Stored records:
----------------
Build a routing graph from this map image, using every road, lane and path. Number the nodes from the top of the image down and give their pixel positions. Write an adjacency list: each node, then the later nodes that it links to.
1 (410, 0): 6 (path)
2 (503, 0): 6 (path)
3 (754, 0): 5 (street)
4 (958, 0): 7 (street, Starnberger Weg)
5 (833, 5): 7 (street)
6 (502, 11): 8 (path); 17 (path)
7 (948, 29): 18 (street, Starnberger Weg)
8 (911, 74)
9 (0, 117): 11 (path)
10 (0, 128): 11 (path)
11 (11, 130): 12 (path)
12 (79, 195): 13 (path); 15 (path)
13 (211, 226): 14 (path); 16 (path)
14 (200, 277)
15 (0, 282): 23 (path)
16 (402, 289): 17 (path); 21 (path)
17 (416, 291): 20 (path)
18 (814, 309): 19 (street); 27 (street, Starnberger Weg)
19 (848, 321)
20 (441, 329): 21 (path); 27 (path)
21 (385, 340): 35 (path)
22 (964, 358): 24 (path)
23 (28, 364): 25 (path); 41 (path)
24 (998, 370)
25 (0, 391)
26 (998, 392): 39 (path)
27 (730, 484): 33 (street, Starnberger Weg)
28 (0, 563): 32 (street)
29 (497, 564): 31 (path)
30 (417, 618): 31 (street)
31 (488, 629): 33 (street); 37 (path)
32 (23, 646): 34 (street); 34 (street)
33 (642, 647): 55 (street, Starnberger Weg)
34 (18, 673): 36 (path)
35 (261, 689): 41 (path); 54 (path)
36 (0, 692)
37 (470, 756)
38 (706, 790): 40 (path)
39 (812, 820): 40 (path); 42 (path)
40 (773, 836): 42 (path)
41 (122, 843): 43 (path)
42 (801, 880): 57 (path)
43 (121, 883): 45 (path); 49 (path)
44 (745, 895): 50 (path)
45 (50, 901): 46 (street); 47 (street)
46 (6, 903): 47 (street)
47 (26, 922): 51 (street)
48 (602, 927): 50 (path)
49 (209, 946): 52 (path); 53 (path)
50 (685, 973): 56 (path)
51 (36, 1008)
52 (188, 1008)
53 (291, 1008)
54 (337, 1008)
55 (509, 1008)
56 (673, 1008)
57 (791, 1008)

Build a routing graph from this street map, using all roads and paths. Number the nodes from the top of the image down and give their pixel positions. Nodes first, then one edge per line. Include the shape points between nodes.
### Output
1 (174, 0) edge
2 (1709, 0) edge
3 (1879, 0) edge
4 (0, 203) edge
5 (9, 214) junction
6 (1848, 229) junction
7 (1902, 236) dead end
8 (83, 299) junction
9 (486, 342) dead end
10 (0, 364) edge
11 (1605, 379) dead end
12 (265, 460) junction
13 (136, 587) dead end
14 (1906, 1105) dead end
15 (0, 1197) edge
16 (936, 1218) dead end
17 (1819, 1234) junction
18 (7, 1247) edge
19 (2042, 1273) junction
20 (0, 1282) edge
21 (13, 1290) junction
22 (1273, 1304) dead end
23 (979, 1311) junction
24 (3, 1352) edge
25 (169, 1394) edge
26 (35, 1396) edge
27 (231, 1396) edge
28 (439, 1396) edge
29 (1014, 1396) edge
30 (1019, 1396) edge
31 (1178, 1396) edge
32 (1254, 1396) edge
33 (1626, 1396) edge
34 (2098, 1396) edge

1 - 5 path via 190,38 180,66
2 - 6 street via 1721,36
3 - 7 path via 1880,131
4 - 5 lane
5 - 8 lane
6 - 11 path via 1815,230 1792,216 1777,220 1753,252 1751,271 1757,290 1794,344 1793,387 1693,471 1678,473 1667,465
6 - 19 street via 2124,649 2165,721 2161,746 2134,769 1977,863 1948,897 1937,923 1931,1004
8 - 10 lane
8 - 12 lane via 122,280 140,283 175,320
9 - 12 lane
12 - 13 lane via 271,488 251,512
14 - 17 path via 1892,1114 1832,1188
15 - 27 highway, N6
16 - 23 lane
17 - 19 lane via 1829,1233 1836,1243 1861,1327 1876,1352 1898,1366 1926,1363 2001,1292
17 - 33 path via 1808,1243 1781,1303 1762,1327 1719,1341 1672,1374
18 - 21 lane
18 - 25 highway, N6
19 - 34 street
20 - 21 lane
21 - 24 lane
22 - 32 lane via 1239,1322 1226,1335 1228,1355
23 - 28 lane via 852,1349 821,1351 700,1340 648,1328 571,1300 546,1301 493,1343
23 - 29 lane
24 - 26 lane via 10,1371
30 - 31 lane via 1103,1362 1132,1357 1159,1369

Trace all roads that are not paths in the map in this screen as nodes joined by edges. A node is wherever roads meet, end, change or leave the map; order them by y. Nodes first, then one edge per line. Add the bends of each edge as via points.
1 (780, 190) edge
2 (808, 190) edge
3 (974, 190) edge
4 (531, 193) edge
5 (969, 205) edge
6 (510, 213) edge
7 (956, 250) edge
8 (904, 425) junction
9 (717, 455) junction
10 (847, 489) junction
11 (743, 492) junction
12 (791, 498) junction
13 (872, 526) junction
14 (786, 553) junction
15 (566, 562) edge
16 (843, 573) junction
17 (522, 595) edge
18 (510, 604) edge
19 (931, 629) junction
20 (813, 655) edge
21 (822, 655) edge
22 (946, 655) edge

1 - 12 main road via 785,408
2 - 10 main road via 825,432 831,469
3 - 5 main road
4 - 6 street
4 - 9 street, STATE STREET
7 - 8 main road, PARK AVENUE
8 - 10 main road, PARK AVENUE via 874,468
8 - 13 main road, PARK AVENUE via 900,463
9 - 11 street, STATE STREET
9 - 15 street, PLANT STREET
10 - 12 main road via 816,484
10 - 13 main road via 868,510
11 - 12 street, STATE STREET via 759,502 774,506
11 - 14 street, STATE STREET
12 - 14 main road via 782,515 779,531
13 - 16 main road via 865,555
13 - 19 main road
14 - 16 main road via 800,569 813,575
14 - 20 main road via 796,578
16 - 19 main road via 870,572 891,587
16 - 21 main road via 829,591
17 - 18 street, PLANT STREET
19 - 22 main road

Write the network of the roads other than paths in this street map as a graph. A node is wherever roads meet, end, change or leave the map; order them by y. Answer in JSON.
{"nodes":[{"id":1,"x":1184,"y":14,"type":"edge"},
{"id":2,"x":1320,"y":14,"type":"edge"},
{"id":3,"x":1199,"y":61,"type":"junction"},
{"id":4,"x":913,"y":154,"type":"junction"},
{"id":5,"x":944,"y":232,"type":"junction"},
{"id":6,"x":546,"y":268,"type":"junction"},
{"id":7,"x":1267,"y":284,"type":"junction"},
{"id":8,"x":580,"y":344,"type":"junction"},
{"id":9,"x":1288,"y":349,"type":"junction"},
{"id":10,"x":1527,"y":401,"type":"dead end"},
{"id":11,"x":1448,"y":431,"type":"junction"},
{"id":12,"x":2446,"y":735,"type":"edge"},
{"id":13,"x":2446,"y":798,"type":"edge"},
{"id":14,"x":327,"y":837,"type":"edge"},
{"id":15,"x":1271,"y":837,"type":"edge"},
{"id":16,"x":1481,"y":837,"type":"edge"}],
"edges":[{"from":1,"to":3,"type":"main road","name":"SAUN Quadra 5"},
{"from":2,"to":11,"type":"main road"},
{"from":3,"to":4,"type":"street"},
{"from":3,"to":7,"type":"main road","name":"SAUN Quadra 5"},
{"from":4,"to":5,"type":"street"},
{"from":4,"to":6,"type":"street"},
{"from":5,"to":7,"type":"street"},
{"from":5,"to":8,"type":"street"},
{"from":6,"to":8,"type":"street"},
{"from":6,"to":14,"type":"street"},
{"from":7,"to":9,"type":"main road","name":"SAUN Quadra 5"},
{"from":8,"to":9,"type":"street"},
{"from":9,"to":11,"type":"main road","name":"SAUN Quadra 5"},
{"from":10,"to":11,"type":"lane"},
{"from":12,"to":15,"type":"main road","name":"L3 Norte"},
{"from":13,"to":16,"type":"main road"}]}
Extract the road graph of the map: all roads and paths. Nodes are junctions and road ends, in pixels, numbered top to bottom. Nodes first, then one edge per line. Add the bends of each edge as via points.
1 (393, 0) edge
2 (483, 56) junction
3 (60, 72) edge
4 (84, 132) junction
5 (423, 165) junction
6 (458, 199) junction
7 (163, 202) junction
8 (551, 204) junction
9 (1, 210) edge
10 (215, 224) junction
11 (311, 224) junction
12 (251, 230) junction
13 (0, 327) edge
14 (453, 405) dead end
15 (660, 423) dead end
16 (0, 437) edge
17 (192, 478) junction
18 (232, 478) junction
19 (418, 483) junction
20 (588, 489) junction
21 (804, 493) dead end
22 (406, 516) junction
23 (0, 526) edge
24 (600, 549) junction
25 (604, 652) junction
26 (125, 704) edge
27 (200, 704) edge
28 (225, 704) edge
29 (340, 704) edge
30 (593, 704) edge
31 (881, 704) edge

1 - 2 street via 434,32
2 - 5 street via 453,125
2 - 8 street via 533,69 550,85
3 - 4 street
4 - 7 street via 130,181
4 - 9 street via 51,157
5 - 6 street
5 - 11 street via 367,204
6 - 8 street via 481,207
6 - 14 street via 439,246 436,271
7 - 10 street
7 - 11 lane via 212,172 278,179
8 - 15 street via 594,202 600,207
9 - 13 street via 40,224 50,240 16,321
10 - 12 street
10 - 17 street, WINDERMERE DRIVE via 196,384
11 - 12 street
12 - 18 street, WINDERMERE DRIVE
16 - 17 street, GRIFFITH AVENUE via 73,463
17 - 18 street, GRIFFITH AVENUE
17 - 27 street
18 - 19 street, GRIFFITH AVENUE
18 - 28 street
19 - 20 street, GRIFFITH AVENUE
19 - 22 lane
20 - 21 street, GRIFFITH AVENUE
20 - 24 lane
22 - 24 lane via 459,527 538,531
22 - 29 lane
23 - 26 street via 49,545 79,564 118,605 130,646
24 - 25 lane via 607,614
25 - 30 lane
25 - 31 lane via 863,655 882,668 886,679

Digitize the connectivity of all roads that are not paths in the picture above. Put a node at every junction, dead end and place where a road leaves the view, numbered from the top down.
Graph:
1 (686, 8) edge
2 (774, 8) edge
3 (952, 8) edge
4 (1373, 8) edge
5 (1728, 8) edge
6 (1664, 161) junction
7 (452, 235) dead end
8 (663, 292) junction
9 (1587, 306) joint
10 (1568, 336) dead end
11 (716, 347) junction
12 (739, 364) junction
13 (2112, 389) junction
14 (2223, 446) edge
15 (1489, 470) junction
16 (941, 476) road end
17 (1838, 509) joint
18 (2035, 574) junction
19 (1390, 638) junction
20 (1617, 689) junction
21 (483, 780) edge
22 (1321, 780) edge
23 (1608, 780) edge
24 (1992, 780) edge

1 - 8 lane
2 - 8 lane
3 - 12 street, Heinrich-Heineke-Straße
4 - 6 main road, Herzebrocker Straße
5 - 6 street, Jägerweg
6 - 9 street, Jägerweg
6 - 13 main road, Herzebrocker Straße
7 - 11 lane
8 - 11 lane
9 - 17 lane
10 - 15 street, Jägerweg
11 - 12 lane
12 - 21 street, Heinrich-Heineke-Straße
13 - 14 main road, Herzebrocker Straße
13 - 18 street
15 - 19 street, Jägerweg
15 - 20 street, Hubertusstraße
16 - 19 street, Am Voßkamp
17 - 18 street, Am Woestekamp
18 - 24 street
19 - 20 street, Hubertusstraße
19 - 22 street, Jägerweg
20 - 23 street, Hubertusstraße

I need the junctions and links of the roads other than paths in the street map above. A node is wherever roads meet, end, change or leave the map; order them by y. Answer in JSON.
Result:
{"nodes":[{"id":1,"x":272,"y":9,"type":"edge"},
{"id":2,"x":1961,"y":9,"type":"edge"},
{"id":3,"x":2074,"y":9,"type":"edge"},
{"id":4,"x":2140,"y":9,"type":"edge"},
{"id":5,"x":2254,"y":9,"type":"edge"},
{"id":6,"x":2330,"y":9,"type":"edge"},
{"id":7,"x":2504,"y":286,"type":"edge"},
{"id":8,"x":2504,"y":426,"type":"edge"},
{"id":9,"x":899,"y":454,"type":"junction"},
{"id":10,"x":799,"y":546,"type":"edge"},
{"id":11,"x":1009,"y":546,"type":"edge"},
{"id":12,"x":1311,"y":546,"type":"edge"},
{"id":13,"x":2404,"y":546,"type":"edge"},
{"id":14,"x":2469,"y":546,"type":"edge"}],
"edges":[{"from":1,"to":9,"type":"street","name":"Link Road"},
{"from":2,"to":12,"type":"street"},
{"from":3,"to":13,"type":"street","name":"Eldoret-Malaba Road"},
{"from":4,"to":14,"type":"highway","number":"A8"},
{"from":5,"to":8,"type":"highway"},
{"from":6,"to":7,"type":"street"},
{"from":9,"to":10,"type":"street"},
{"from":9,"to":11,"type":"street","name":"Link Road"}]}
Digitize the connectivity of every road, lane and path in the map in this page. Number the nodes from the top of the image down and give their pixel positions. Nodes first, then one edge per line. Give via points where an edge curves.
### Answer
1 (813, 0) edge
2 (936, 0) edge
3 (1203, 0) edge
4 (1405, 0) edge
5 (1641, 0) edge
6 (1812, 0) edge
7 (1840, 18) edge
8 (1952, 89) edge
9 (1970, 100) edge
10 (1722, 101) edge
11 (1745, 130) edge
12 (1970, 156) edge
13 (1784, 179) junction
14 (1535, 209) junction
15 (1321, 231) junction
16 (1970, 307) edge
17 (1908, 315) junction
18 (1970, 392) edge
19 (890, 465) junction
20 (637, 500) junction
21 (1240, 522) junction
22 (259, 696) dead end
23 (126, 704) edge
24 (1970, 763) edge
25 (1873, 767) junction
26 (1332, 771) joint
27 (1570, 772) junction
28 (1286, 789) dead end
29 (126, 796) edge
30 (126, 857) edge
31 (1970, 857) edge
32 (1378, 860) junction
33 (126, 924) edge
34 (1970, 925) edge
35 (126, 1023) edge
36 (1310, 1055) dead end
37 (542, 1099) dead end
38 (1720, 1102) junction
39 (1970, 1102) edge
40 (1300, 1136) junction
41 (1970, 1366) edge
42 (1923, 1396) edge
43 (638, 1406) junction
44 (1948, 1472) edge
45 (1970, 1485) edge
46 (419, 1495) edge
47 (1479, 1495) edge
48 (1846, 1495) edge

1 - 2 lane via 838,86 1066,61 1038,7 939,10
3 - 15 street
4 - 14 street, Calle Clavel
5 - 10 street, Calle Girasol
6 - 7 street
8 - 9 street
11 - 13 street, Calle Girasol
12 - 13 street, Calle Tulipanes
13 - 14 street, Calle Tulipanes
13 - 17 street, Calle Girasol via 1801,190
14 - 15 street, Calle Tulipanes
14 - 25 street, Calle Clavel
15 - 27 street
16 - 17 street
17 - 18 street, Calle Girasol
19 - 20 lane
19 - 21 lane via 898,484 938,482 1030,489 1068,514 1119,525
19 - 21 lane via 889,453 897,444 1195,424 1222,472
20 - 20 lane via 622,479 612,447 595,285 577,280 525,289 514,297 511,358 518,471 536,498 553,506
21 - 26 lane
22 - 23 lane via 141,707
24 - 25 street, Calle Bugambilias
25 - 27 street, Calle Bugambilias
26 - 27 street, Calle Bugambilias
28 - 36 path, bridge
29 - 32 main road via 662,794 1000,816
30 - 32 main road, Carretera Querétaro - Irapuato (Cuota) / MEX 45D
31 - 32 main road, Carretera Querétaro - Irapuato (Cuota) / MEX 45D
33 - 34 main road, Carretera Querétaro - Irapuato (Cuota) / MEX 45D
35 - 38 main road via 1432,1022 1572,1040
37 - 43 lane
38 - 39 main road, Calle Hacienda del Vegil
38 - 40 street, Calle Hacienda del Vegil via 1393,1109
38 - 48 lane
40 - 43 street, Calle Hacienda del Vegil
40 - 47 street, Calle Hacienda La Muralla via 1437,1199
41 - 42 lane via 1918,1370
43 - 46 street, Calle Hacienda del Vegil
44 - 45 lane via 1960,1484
----------------
## What you need to do
If a line in the entries above contains "positions", include it in the count, then report only the total.

## Written solution
3